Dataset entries
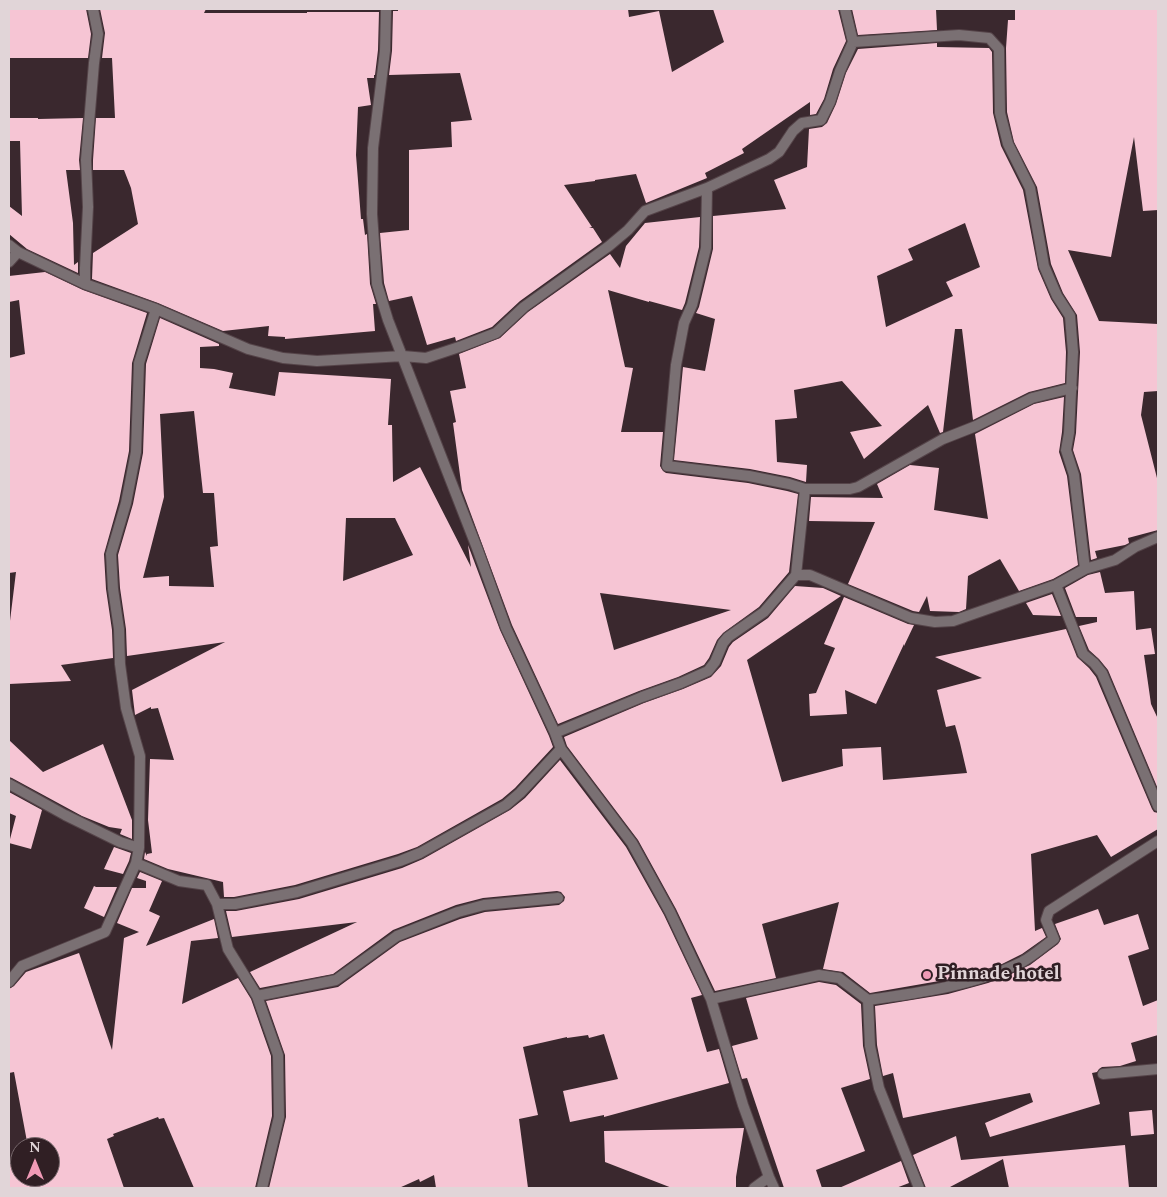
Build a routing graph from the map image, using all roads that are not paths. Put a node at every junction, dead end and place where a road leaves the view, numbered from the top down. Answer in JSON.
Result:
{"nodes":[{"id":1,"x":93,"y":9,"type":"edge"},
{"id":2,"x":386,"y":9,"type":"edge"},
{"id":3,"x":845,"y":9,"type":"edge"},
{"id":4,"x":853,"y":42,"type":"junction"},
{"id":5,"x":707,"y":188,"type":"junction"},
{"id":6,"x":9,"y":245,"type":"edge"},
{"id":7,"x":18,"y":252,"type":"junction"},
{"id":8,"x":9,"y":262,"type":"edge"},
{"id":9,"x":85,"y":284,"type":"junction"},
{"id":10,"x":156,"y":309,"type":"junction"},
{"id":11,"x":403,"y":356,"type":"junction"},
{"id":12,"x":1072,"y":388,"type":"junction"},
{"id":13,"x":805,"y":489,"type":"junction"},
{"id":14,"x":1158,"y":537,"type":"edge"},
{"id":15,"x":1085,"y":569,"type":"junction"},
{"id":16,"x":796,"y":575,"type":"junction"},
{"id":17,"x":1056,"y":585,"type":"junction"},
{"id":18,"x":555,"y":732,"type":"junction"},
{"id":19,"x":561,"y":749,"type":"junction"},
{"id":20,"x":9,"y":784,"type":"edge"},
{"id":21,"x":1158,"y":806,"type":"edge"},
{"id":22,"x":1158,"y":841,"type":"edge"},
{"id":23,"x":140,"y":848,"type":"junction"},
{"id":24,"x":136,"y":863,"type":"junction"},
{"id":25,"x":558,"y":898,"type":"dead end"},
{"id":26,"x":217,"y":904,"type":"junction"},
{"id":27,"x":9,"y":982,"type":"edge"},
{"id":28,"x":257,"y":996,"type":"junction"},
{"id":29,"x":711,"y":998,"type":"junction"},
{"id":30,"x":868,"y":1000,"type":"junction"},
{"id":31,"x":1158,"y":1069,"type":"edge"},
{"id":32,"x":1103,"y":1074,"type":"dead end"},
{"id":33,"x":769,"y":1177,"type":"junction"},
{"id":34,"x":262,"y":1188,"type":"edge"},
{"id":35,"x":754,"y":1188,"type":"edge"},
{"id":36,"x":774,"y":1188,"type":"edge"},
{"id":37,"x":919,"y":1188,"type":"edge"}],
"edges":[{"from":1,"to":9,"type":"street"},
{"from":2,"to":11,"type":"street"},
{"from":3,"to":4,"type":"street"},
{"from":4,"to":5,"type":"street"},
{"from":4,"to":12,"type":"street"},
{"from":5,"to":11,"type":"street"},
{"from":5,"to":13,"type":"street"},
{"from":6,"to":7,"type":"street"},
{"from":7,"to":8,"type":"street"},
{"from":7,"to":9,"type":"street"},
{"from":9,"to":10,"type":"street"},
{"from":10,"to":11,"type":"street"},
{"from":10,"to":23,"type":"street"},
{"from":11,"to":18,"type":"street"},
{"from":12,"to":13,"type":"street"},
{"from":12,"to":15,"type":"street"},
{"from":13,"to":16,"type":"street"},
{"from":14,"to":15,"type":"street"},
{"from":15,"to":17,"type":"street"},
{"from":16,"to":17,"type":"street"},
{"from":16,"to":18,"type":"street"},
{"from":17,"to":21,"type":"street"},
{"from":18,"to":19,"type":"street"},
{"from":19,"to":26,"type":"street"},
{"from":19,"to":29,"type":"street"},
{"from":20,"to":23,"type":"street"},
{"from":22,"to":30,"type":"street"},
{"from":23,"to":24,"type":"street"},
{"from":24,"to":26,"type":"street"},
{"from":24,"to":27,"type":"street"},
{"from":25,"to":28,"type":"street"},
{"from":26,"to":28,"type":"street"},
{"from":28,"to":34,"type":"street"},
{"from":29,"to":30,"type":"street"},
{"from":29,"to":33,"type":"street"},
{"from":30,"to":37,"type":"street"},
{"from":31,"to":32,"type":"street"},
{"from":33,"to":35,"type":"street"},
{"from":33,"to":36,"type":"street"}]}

**Task:**
Return only the number of lines in the data that hold the string "dead".

**Exercise output:**
3